June 17, 2021 @ 7:00 pm

Details

Date:
June 17, 2021
Time:
7:00 pm
Event Category:
Website:
https://www.harvard.com/event/virtual_event_brandon_fleming/

Venue

Harvard Book Store
1256 Massachusetts Ave
Cambridge, MA 02138 United States
+ Google Map
Phone:
617-661-1515
Website:
https://www.harvard.com/
About

Harvard Book Store’s virtual event series welcomes BRANDON FLEMING—assistant coach of debate at Harvard University and founder of the Harvard Diversity Project—for a discussion of his memoir Miseducated. He will be joined in conversation by acclaimed, bestselling writer NIC STONE, author of Dear Martin and Dear Justyce.

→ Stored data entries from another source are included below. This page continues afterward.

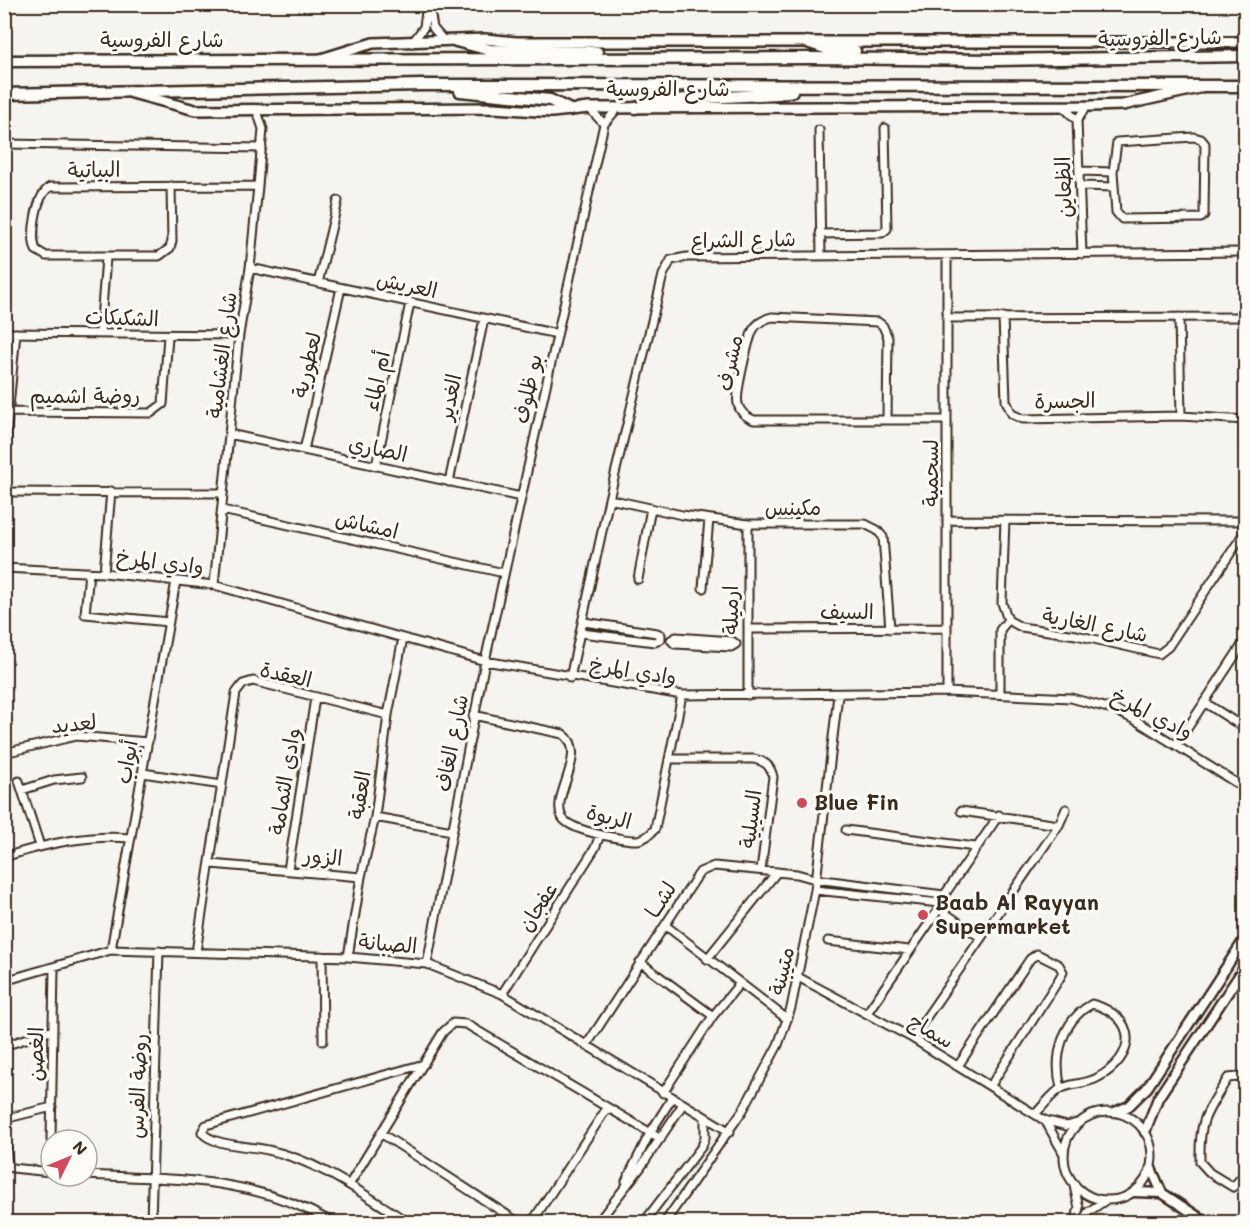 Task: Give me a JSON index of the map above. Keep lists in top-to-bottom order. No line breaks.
{"streets":{"highway":["شارع الفروسية"],"street":["البياتية","الظعاين","شارع الشراع","العريش","الشكيكات","شارع الغشامية","مشرف","لعطورية","أم الماء","بو ظلوف","روضة اشميم","الغدير","الجسرة","الصاري","لسحمية","مكينس","امشاش","وادي المرخ","ارميلة","السيف","شارع الغارية","العقدة","لعديد","شارع الغاف","أبواب","وادى الثمامة","العقبة","الربوة","السيلية","الزور","لشــا","عفجان","الصبانة","متيبنة","سماح","الغصن","روضة الفرس"]},"crossings":[["شارع الفروسية","شارع الغشامية"],["شارع الفروسية","بو ظلوف"],["البياتية","شارع الغشامية"],["الظعاين","شارع الشراع"],["شارع الشراع","لسحمية"],["شارع الشراع","مكينس"],["شارع الشراع","وادي المرخ"],["العريش","شارع الغشامية"],["العريش","لعطورية"],["العريش","أم الماء"],["العريش","بو ظلوف"],["العريش","الغدير"],["الشكيكات","شارع الغشامية"],["الشكيكات","روضة اشميم"],["شارع الغشامية","الصاري"],["شارع الغشامية","امشاش"],["شارع الغشامية","وادي المرخ"],["مشرف","لسحمية"],["لعطورية","الصاري"],["أم الماء","الصاري"],["بو ظلوف","الصاري"],["بو ظلوف","امشاش"],["بو ظلوف","وادي المرخ"],["بو ظلوف","شارع الغاف"],["الغدير","الصاري"],["لسحمية","وادي المرخ"],["لسحمية","السيف"],["مكينس","ارميلة"],["مكينس","السيف"],["وادي المرخ","ارميلة"],["وادي المرخ","شارع الغاف"],["وادي المرخ","أبواب"],["وادي المرخ","العقبة"],["وادي المرخ","الربوة"],["وادي المرخ","متيبنة"],["ارميلة","السيف"],["العقدة","وادى الثمامة"],["العقدة","العقبة"],["العقدة","الزور"],["العقدة","الصبانة"],["لعديد","أبواب"],["شارع الغاف","الربوة"],["شارع الغاف","الصبانة"],["أبواب","الصبانة"],["وادى الثمامة","الزور"],["العقبة","الزور"],["العقبة","الصبانة"],["الربوة","السيلية"],["الربوة","عفجان"],["السيلية","لشــا"],["لشــا","الصبانة"],["لشــا","متيبنة"],["عفجان","الصبانة"],["الصبانة","متيبنة"],["الصبانة","الغصن"],["الصبانة","روضة الفرس"],["متيبنة","سماح"]],"places":["Blue Fin","Baab Al Rayyan Supermarket"],"north":"top right"} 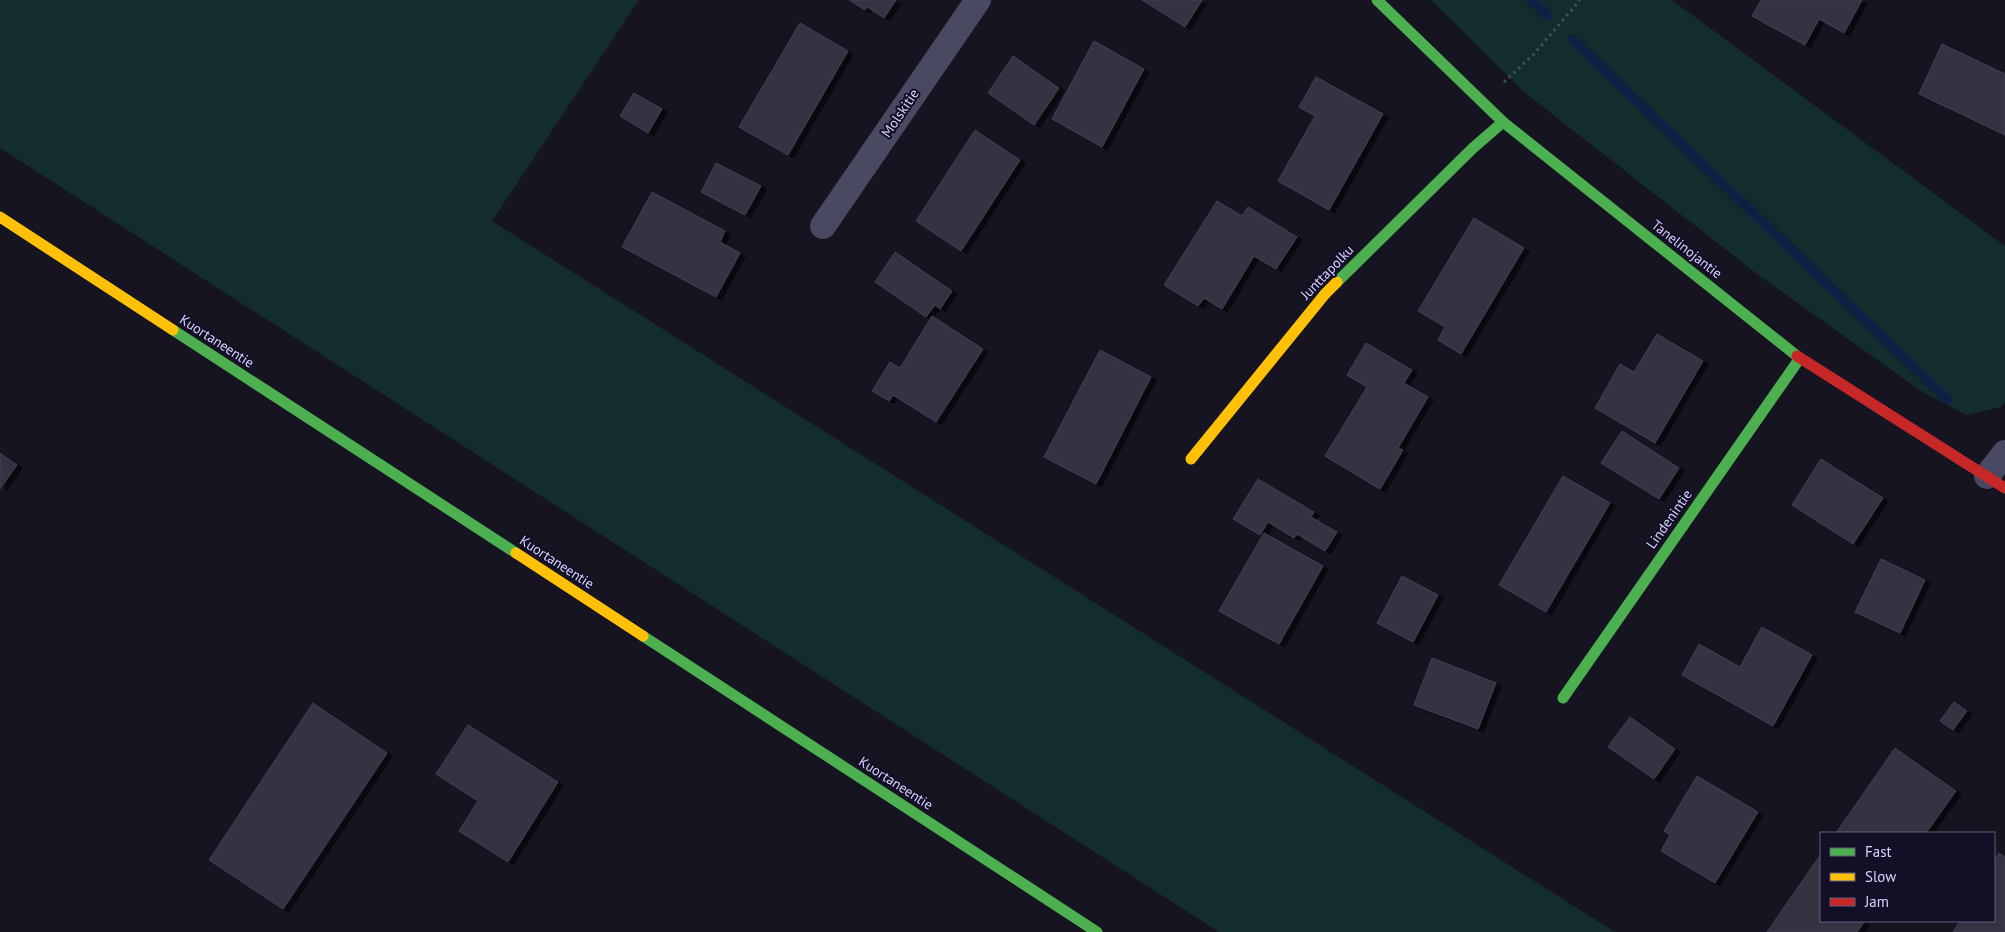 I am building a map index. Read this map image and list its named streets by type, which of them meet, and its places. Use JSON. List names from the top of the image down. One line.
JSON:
{"streets":{"main road":["Tanelinojantie","Junttapolku","Kuortaneentie","Lindenintie"],"street":["Molskitie"]},"crossings":[["Tanelinojantie","Junttapolku"],["Tanelinojantie","Lindenintie"]],"legend":["Fast","Slow","Jam"]} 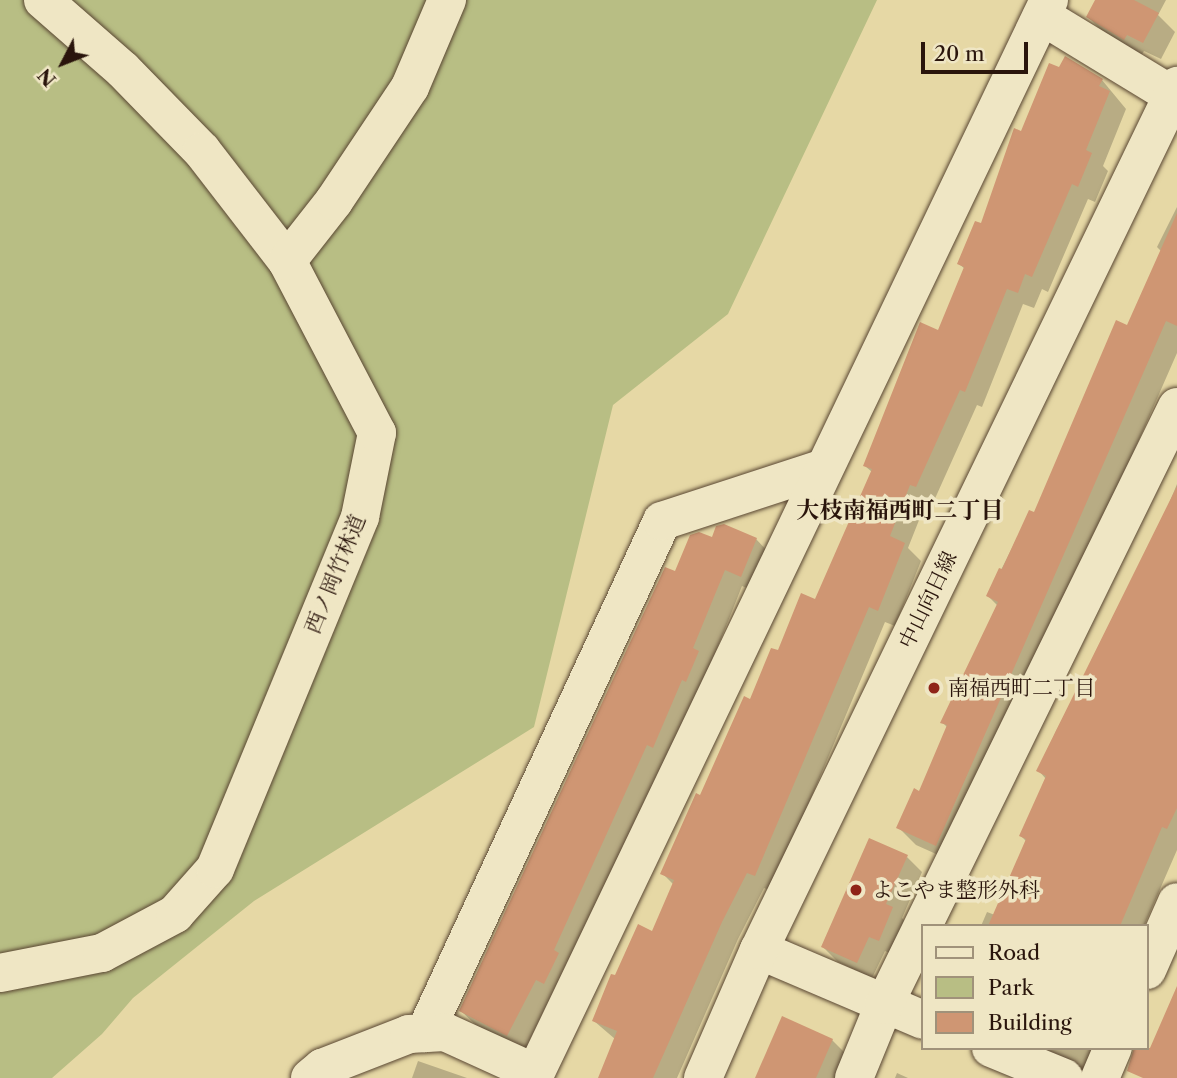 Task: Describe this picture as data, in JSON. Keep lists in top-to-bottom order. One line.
{"streets":{"street":["西ノ岡竹林道","中山向日線"]},"districts":["大枝南福西町二丁目"],"places":["南福西町二丁目","よこやま整形外科"],"legend":["Road","Park","Building"],"scale_bar":"20 m","north":"bottom left"} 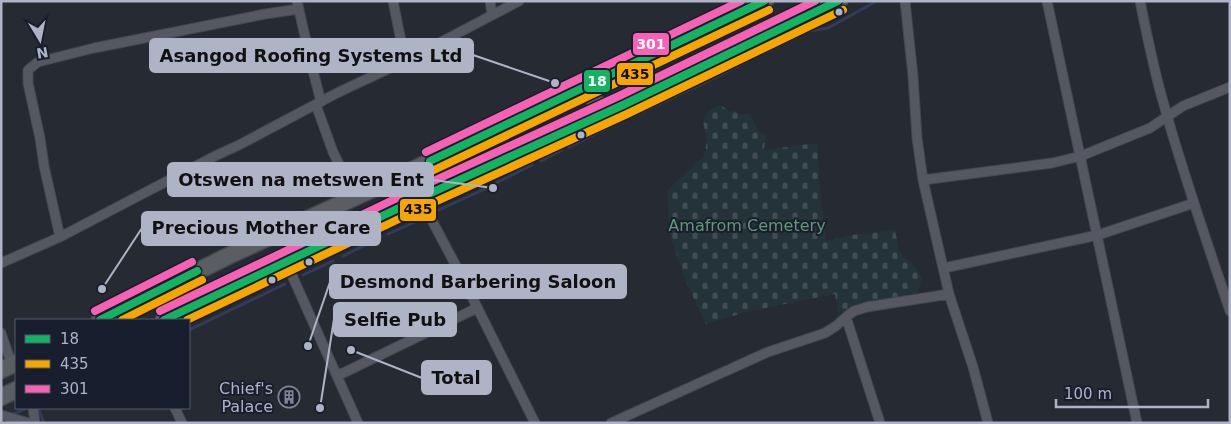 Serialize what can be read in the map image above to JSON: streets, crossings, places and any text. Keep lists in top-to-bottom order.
{
  "parks": ["Amafrom Cemetery"],
  "places": {
    "other": [
      "Asangod Roofing Systems Ltd",
      "Otswen na metswen Ent",
      "Precious Mother Care",
      "Desmond Barbering Saloon",
      "Total",
      "Selfie Pub"
    ],
    "building": ["Chief's Palace"]
  },
  "lines": ["transit line 18", "transit line 301", "transit line 435"],
  "legend": ["18", "435", "301"],
  "scale_bar": "100 m",
  "north": "bottom"
} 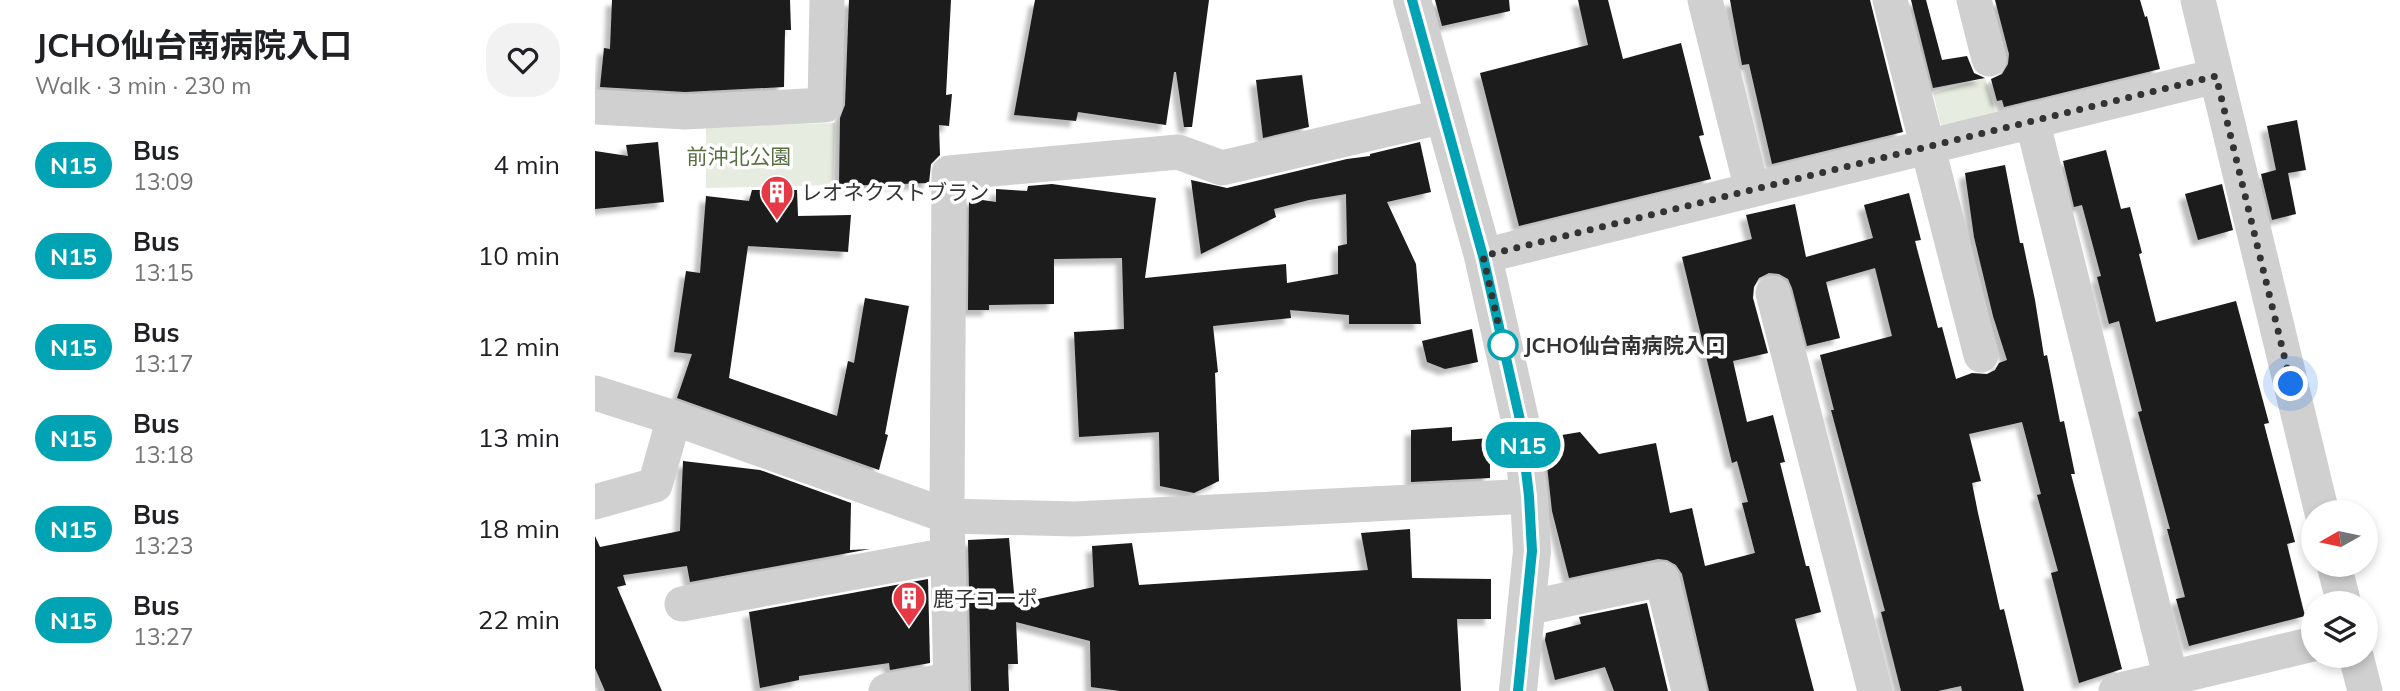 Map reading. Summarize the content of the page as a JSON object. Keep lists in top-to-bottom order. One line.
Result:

 Contribute to Support Harvard Book Store

While payment is not required, we are suggesting a $5 contribution to support this author series, our staff, and the future of Harvard Book Store—a locally owned, independently run Cambridge institution. In addition, by purchasing a copy of Miseducated on harvard.com, you support indie bookselling and the writing community during this difficult time.

About Miseducated

Brandon P. Fleming grew up in an abusive home and was shuffled through school, his passing grades a nod to his skill on the basketball court, not his presence in the classroom. He turned to the streets and drug deals by fourteen, saved only by the dream of basketball stardom.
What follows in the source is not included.